Indeed, anecdotal data indicate that having a firearm makes one more likely to be attacked as the criminal may want to rob you of the gun and also because the criminal perceives you as a mortal threat.

Kenya should, however, draw from her experience with arming police reservists in pastoralist areas.

These areas account for over 80 percent of the illegal firearms in civilian hands in the country and the use of guns in cattle rustling and other criminal activities has only increased.

GOVT'S DUTY

Indeed, only mid last year, the police had their now-continual activity of mopping up illegal firearms in these regions.

Clearly, while arming home guards may have helped a lot, it is a typical example of the uncontrollable situation that you find yourself in when you arm civilians.

The reason people come together in a community to form a village, a clan, a location, ward, constituency, county and even a country is so as to ensure physical and social security.

Why is the government abdicating its responsibility of providing physical security yet this is its core duty, its raison d'être?

Also, have you imagined the kind of chaos that will prevail, not unlike the chaos in the public transport sector, if private security firms, most of the times family businesses, have 5,000, 10,000 or even 20,000 guns?

An individual private security firm in a county will have more guns than the police and could easily overrun the county’s police stations.

SECURITY

Factor in our very violent political contests: A politician could easily partner with a private security firm to sabotage security and overwhelm their opponents.

Therein lies the birth of legally sanctioned privately armed militias.

The argument by the PSRA that there will be laws, procedures for vetting and gun-safes would sell if we had not been recently reminded of the failure of the Ndegwa Commission recommendation that has been key in seeing corruption grow to where it is now.

The Ndegwa Commission also talked about institutions and laws that would check conflict of interest among civil servants, among others, all of which were never implemented or were ignored.

In any case, the existing structures that are supposed to regulate civilian gun ownership have only registered 5,000 guns (0.007pc) while there are 750,000 guns in civilian hands (apparently illegally).

LICENSING

But perhaps we are overreaching ourselves; the proposal was not as a response to increasing civilian insecurity but as a reaction to the Dusit terrorist incident.

One notes that armed crime is no longer targeting business premises, where the majority of these private guards are engaged.

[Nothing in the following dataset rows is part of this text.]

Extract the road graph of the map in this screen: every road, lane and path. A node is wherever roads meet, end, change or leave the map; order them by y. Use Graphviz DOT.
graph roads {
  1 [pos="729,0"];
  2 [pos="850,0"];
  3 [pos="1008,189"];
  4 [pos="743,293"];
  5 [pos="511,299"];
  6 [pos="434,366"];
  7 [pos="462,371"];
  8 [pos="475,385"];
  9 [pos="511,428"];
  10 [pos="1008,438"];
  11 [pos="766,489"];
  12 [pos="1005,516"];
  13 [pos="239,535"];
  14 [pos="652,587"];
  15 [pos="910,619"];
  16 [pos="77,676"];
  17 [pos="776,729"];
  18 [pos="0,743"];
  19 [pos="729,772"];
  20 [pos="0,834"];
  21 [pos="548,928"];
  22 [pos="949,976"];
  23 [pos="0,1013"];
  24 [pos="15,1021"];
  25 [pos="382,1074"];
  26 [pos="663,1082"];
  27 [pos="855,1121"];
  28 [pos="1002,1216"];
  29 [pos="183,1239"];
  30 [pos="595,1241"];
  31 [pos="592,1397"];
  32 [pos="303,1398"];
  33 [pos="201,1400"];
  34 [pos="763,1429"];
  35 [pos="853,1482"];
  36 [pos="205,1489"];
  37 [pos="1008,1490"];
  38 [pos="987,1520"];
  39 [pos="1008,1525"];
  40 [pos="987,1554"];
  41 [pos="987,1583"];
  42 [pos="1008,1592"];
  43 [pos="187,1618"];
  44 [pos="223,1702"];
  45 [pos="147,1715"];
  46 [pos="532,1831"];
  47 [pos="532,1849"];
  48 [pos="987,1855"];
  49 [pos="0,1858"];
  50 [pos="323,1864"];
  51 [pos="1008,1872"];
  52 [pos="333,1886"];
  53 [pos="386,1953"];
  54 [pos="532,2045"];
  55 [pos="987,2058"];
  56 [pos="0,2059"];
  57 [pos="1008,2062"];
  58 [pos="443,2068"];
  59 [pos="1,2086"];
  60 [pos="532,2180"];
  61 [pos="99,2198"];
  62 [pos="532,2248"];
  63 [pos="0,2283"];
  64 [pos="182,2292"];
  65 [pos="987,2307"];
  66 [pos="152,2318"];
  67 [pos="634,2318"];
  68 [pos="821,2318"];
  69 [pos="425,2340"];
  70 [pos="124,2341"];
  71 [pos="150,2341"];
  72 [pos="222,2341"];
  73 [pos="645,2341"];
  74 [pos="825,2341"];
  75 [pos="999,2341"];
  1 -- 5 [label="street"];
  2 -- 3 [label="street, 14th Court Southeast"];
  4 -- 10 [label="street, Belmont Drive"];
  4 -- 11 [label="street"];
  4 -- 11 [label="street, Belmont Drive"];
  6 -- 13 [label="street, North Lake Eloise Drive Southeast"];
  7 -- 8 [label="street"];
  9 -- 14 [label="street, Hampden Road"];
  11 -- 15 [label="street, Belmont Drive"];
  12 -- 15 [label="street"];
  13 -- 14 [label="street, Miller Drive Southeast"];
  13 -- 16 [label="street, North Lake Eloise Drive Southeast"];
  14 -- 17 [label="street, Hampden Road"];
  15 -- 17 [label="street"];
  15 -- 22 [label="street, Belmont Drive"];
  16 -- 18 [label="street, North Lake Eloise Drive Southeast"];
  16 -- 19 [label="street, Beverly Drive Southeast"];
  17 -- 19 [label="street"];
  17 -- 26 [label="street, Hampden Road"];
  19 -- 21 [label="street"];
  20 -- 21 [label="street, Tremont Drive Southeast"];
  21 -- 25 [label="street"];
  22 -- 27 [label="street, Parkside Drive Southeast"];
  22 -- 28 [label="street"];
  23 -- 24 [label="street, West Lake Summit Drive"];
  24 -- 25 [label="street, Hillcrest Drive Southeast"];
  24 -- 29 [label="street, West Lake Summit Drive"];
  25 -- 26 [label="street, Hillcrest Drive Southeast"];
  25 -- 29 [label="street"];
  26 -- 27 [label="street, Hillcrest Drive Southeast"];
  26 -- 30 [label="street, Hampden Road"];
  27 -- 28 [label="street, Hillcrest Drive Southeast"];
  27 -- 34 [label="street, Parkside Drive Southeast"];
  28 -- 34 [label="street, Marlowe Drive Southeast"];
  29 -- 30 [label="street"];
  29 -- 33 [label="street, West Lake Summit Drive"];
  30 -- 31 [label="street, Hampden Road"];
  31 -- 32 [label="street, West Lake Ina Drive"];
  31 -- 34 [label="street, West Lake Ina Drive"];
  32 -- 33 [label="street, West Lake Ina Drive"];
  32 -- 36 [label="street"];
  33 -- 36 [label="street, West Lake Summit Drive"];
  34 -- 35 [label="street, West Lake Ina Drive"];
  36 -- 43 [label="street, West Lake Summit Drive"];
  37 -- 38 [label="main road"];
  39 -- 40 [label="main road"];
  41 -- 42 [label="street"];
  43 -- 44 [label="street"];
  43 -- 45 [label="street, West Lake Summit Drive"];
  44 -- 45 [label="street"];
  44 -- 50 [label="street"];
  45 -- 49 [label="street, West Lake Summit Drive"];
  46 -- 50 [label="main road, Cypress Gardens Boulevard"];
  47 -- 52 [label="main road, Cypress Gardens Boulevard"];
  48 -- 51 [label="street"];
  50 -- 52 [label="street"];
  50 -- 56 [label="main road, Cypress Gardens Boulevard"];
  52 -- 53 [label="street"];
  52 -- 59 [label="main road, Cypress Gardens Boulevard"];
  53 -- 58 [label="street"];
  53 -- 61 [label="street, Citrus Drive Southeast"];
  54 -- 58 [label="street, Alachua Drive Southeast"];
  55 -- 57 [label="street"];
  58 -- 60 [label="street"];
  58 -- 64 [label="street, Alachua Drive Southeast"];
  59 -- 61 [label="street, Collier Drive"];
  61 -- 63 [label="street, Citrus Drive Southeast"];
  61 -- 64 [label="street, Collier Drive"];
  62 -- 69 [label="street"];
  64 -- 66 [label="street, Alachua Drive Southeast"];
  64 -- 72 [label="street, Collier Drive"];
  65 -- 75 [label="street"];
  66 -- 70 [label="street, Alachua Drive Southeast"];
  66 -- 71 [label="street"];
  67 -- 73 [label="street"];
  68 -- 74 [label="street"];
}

These businesses are more worried about white collar robbery, crimes of discretion or cybercrimes. When was the last time you heard of a violent bank robbery?

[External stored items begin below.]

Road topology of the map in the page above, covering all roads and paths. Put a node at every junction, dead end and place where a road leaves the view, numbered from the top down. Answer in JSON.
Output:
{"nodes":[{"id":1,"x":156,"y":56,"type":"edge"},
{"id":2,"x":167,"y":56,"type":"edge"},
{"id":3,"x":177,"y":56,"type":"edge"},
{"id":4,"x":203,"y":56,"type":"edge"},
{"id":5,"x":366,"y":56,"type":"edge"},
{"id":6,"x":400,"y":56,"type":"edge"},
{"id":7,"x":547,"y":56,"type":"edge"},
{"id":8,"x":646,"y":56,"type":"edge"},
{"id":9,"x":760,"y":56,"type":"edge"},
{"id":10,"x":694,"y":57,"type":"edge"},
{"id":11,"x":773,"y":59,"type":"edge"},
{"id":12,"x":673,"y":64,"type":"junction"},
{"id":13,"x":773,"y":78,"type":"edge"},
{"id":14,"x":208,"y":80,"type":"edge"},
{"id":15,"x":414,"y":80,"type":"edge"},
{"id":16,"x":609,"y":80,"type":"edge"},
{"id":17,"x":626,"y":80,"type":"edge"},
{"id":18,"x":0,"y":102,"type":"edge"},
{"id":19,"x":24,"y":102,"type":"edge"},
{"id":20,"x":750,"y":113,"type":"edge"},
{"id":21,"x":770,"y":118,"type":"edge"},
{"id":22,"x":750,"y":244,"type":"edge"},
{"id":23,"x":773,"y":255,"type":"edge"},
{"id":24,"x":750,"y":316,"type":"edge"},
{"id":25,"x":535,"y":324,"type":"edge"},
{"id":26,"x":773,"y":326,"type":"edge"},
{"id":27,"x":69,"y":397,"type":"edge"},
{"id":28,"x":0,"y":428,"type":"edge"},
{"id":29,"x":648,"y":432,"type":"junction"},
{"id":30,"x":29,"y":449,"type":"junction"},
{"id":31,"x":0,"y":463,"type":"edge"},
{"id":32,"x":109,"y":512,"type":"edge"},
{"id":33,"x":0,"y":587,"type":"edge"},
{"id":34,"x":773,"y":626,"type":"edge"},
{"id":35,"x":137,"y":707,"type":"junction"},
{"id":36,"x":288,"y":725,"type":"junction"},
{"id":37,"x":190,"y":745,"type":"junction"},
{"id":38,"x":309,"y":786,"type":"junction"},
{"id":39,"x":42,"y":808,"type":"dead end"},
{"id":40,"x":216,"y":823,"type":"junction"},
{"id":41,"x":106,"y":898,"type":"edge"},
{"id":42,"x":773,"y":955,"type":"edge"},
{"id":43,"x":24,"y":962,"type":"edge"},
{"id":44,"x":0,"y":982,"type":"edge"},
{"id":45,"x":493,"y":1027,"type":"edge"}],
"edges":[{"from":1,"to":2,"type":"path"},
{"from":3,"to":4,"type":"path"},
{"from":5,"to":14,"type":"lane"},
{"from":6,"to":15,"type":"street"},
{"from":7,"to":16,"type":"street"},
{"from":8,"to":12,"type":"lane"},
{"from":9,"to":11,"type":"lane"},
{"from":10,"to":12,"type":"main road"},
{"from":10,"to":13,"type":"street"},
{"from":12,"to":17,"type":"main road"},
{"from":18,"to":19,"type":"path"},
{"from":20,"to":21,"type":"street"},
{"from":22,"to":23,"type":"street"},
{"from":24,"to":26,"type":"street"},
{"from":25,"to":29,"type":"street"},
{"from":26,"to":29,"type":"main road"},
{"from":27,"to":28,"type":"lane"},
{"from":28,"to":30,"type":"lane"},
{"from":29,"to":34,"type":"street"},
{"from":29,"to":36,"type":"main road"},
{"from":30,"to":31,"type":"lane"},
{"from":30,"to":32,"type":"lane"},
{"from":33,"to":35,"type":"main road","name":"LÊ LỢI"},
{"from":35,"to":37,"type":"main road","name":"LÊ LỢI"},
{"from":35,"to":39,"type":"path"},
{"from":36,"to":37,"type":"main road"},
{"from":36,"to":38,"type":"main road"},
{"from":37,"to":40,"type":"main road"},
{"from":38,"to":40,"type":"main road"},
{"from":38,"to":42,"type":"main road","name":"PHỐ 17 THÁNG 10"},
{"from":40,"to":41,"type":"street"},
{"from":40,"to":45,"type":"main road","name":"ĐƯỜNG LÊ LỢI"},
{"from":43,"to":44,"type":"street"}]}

Private guards should worry more than anybody else, though Al-Shabaab seems to target armed police more regularly and with greater ferocity; please don’t put a target mark on your forehead!

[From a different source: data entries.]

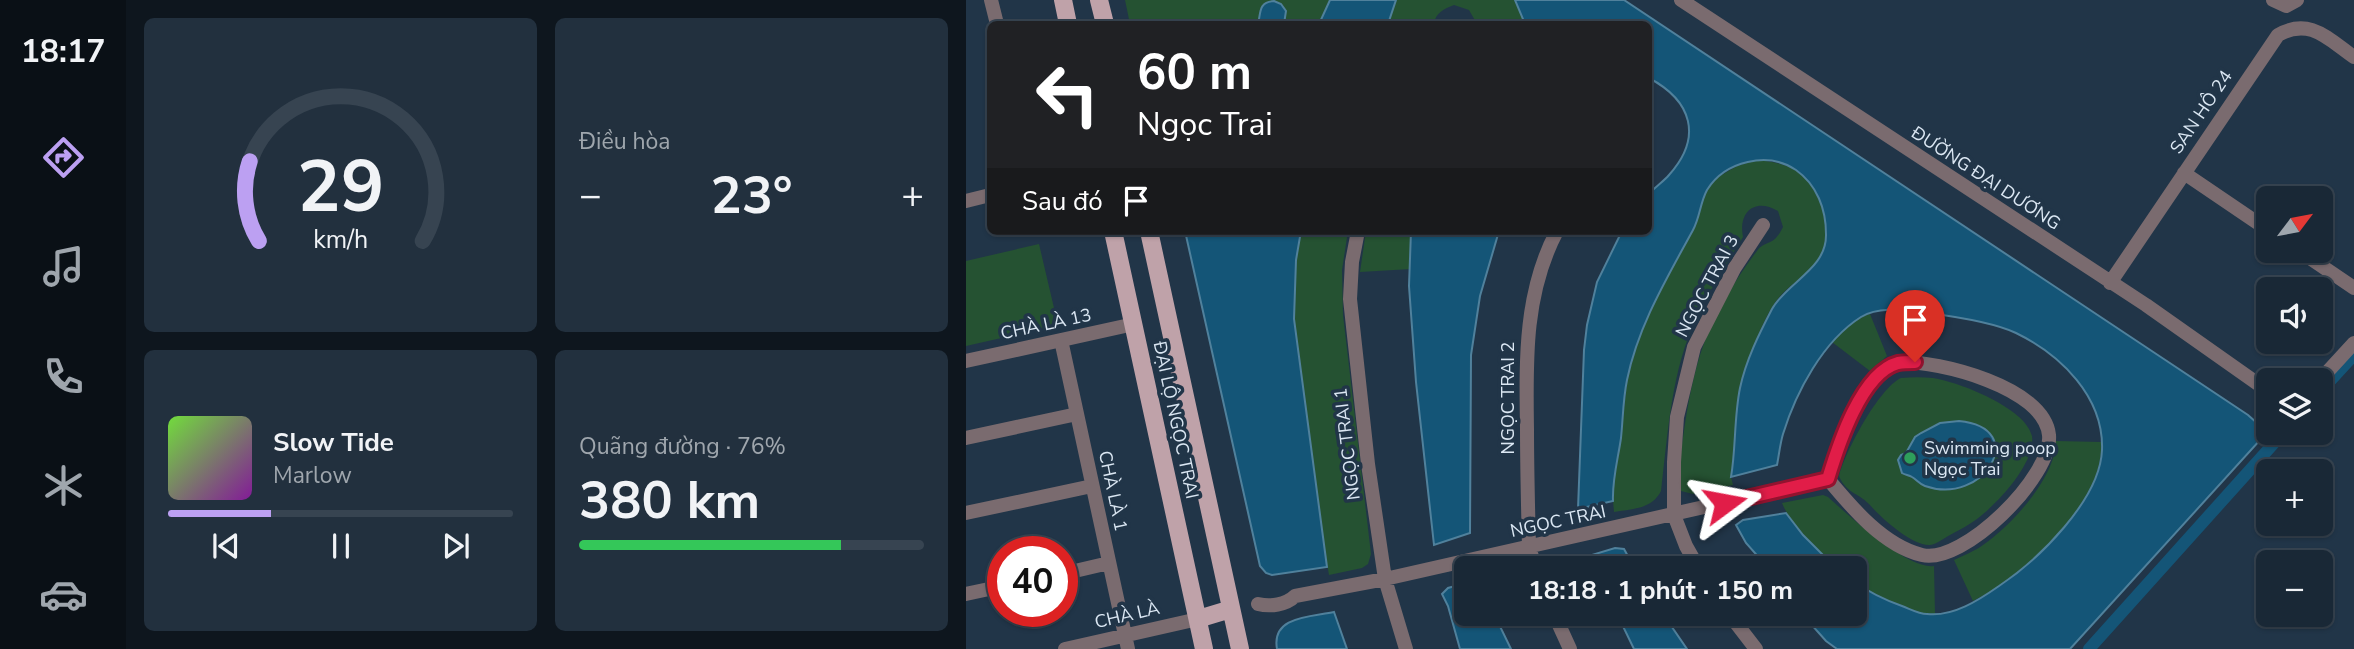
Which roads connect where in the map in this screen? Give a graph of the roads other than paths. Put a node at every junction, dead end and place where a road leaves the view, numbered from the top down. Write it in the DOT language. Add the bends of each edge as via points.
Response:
graph roads {
  1 [pos="991,0"];
  2 [pos="1063,0"];
  3 [pos="1099,0"];
  4 [pos="1681,0"];
  5 [pos="2273,0"];
  6 [pos="2297,0"];
  7 [pos="996,21"];
  8 [pos="1067,21"];
  9 [pos="1103,21"];
  10 [pos="2354,57"];
  11 [pos="2184,173"];
  12 [pos="987,196"];
  13 [pos="966,201"];
  14 [pos="1763,225"];
  15 [pos="2256,227"];
  16 [pos="1114,235"];
  17 [pos="1150,235"];
  18 [pos="1357,235"];
  19 [pos="1555,235"];
  20 [pos="2311,263"];
  21 [pos="2110,283"];
  22 [pos="2354,288"];
  23 [pos="1134,324"];
  24 [pos="1061,340"];
  25 [pos="2354,343"];
  26 [pos="966,361"];
  27 [pos="2331,368"];
  28 [pos="2256,383"];
  29 [pos="1077,414"];
  30 [pos="966,439"];
  31 [pos="1828,479"];
  32 [pos="1092,486"];
  33 [pos="966,513"];
  34 [pos="1674,515"];
  35 [pos="1529,547"];
  36 [pos="1532,556"];
  37 [pos="1692,556"];
  38 [pos="1109,563"];
  39 [pos="1078,570"];
  40 [pos="1385,579"];
  41 [pos="987,589"];
  42 [pos="966,594"];
  43 [pos="1231,610"];
  44 [pos="1198,619"];
  45 [pos="1559,626"];
  46 [pos="1738,626"];
  47 [pos="1127,642"];
  48 [pos="1065,649"];
  49 [pos="1204,649"];
  50 [pos="1240,649"];
  51 [pos="1406,649"];
  52 [pos="1570,649"];
  53 [pos="1756,649"];
  1 -- 7 [label="street"];
  2 -- 8 [label="main road"];
  3 -- 9 [label="main road"];
  4 -- 21 [label="street, ĐƯỜNG ĐẠI DƯƠNG"];
  5 -- 6 [label="street" via="2286,6"];
  10 -- 11 [label="street, SAN HÔ 24" via="2308,28 2278,35"];
  11 -- 15 [label="street"];
  11 -- 21 [label="street, SAN HÔ 24"];
  12 -- 13 [label="street"];
  14 -- 34 [label="street, NGỌC TRAI 3" via="1734,269 1694,347 1677,417"];
  16 -- 23 [label="main road, ĐẠI LỘ NGỌC TRAI"];
  17 -- 43 [label="main road, ĐẠI LỘ NGỌC TRAI"];
  18 -- 40 [label="street, NGỌC TRAI 1" via="1350,299"];
  19 -- 35 [label="street, NGỌC TRAI 2" via="1535,288 1528,328"];
  20 -- 22 [label="street"];
  21 -- 28 [label="street, ĐƯỜNG ĐẠI DƯƠNG"];
  23 -- 24 [label="street, CHÀ LÀ 13"];
  23 -- 44 [label="main road, ĐẠI LỘ NGỌC TRAI"];
  24 -- 26 [label="street, CHÀ LÀ 13"];
  24 -- 29 [label="street, CHÀ LÀ 1"];
  25 -- 27 [label="street"];
  29 -- 30 [label="street"];
  29 -- 32 [label="street, CHÀ LÀ 1"];
  31 -- 31 [label="street" via="1878,531 1908,550 1936,556 1966,542 2012,504 2044,461 2049,435 2031,406 1985,378 1931,364 1900,362 1883,372 1856,405"];
  31 -- 34 [label="street, NGỌC TRAI"];
  32 -- 33 [label="street"];
  32 -- 38 [label="street, CHÀ LÀ 1"];
  34 -- 35 [label="street, NGỌC TRAI"];
  34 -- 37 [label="street, NGỌC TRAI 3"];
  35 -- 36 [label="street, NGỌC TRAI 2"];
  35 -- 40 [label="street, NGỌC TRAI"];
  38 -- 39 [label="street"];
  38 -- 47 [label="street, CHÀ LÀ 1"];
  40 -- 43 [label="street, NGỌC TRAI" via="1295,596 1287,593"];
  40 -- 51 [label="street, NGỌC TRAI 1"];
  41 -- 42 [label="street"];
  43 -- 44 [label="main road"];
  43 -- 50 [label="main road, ĐẠI LỘ NGỌC TRAI"];
  44 -- 47 [label="street, CHÀ LÀ"];
  44 -- 49 [label="main road, ĐẠI LỘ NGỌC TRAI"];
  45 -- 52 [label="street"];
  46 -- 53 [label="street"];
  47 -- 48 [label="street, CHÀ LÀ"];
}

Whatever happens, we should not arm a group of privateers. First, because gun licensing is an individual issue not a group application.

Secondly, if we arm them because they feel they are in the front line, next we will have to arm teachers, then doctors, engineers, lawyers followed by priests and other civilian groups that feel equally threatened.

TRAINING

This is not to say that the private security guards don’t have issues that make them not only extremely vulnerable to injury/death in case of a terrorist attack but also helpless to prevent or respond to these attacks.

These issues revolve around welfare — low pay, working conditions, appropriate kits, security equipment (not limited to guns) and training.

Even more importantly is the issue of responsibility and deployment; it is not their responsibility to fight terrorists, they are neither mandated by law, trained nor equipped to fight terrorism, and thus we should not expect that they respond to or prevent terror attacks.

This is the core responsibility of the State - the police and army - and should not be privatised.

The proposal is extremely suspicious, taking advantage of the terror threats, to “legally” train and arm civilian groups in the name of private security guards.

It does not make us more secure — it makes a very small group of people very rich, very armed, very dangerous and thus very powerful.